People probably expect it to automatically be there, rather than having to ask
Do you have a static IPv4 address, as i think they are talking about a static IPv6 prefix as its currently dynamic?
@Anonymous
I doubt most people care enough, frankly I’m surprised Vodafone even offer this rather than try to force people onto business plans.
It’s totally up to you I had a static IP Address years ago. static
IP Address are a big security risk. Because if hackers find out your IP Address and constantly stay same you’ll be prawn to malware attacks hacking and denial of service attacks. But with a dynamic IP Address it always changes every 12 to 72 hours better security because you get a new public IP Address between 12 to 72 hours.
I think they will start enabling IPv6 for their mobile customers soon too.
Earlier I noticed that the records of their AS 25135 (used for mobile customers) were changed, with the addition of a IPv6 prefix which wasn’t there months ago.
Given IPv6 addresses are used internally, it makes sense for the prefix to be static. Hopefully Vodafone change their mind — Dynamic DNS is no fun, and really shouldn’t be required.
It would be nice for their business broadband plans to offer IPv6 as well, maybe that comes next.
Although not directly concerned with the subject line, is there an ‘IPv6 for dummies’ somewhere?
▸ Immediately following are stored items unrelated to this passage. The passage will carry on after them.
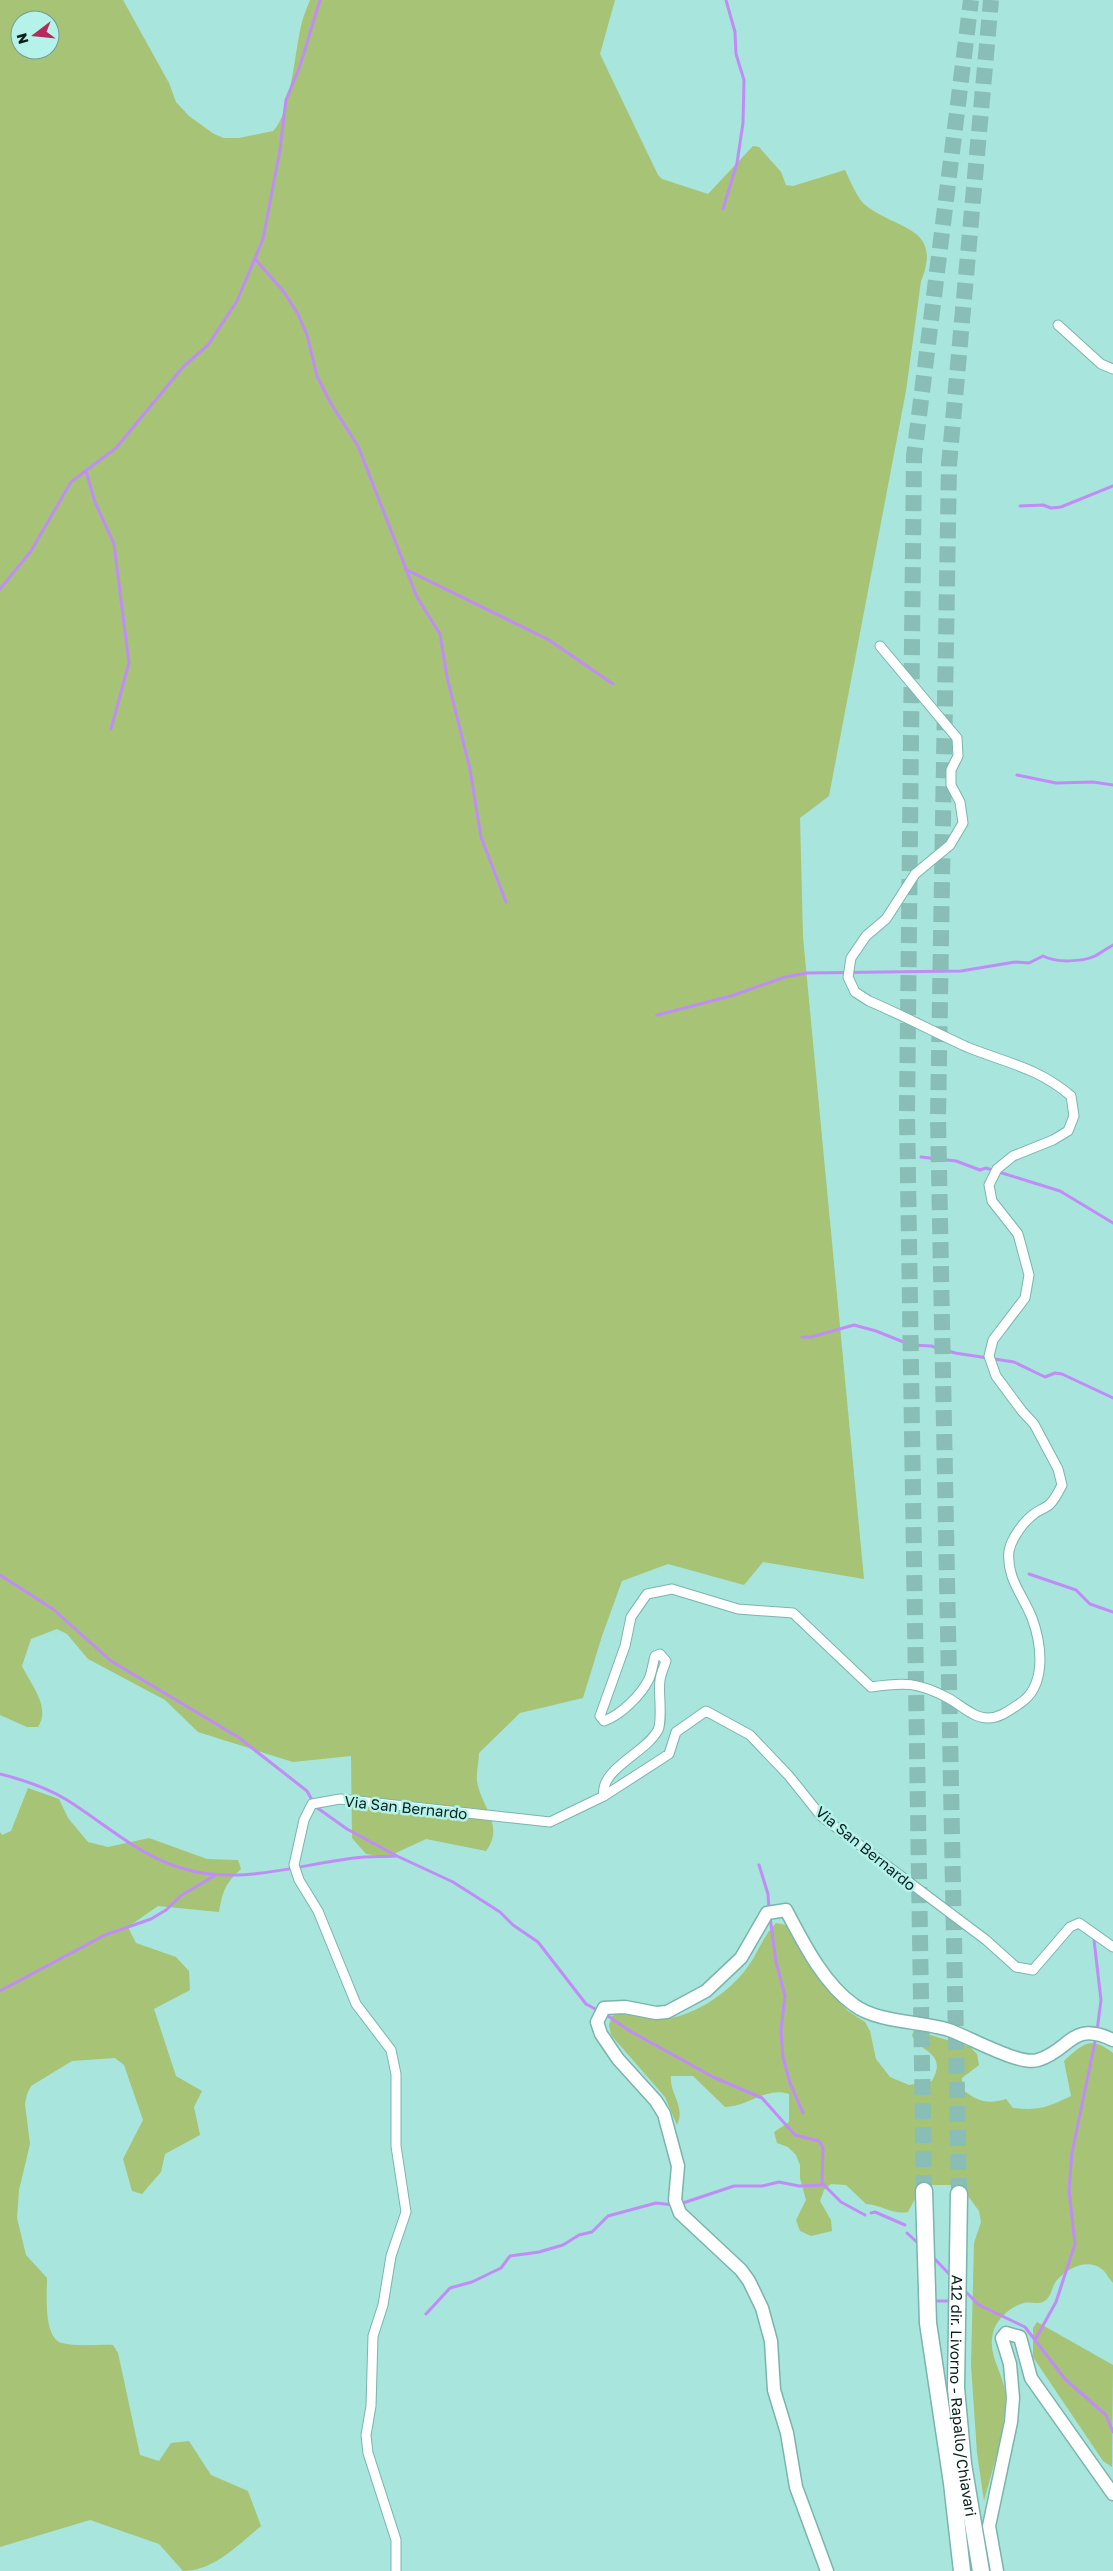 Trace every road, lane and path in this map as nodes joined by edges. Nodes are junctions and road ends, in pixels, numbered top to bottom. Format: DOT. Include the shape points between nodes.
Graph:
graph roads {
  1 [pos="1058,325"];
  2 [pos="1113,369"];
  3 [pos="880,646"];
  4 [pos="604,1796"];
  5 [pos="1113,1946"];
  6 [pos="1113,2040"];
  7 [pos="924,2191"];
  8 [pos="959,2194"];
  9 [pos="1113,2494"];
  10 [pos="396,2571"];
  11 [pos="826,2571"];
  12 [pos="962,2571"];
  13 [pos="981,2571"];
  14 [pos="996,2571"];
  1 -- 2 [label="street" via="1101,364"];
  3 -- 4 [label="street" via="957,738 958,756 950,770 951,785 960,802 963,823 950,845 915,874 886,919 866,936 851,958 848,978 854,992 869,1001 967,1046 1032,1070 1052,1080 1071,1096 1074,1116 1068,1131 1013,1156 997,1169 989,1185 992,1201 1018,1234 1029,1275 1025,1298 993,1340 989,1356 996,1376 1034,1424 1058,1468 1062,1485 1051,1504 1033,1515 1009,1549 1009,1570 1032,1616 1038,1638 1036,1686 1027,1700 1002,1715 976,1716 927,1689 902,1683 871,1687 792,1613 738,1609 672,1589 647,1594 631,1617 625,1646 600,1716 604,1721 617,1715 636,1696 649,1678 654,1656 660,1654 666,1661 660,1679 658,1729 646,1744 608,1776 603,1788"];
  4 -- 5 [label="street, Via San Bernardo" via="668,1754 676,1732 706,1711 750,1735 821,1816 986,1940 1016,1967 1033,1970 1070,1927 1079,1922"];
  4 -- 10 [label="street, Via San Bernardo" via="550,1822 340,1799 317,1803 304,1820 294,1865 299,1880 318,1911 356,2004 391,2050 396,2074 396,2146 406,2212 391,2256 383,2305 373,2336 371,2406 366,2435 368,2453 396,2540"];
  6 -- 11 [label="street" via="1098,2032 1080,2034 1038,2061 1015,2058 948,2030 894,2020 855,2006 834,1987 786,1910 767,1913 741,1958 706,1991 667,2012 625,2007 601,2014 597,2022 601,2034 664,2114 678,2166 675,2200 680,2213 741,2270 762,2308 771,2341 774,2390 796,2487"];
  7 -- 12 [label="highway" via="928,2323"];
  8 -- 13 [label="highway, A12 dir. Livorno - Rapallo/Chiavari" via="956,2388 963,2464"];
  9 -- 14 [label="street" via="1032,2378 1020,2337 1006,2333 1002,2338 1010,2364 1013,2398 990,2526"];
}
I need to be ready!
This is a great crowd-sourced resource from folks involved in IPv6 standards development at the IETF:
https://github.com/becarpenter/book6/blob/main/Contents.md
They should rather fix their customer service and routing
ISP Toob is Already with IPv6 which is great. Even thou they use Cgant, you can buy a static ipv4 address as a seperate cost. Same as many other on Cityfibre’s network cost between £4 to £8
76% seems high, obviously a tiny enough to be useless sample size, but my CityFibre connection, and my Dad’s OpenReach connection, both VF FTTP are IPv4 still.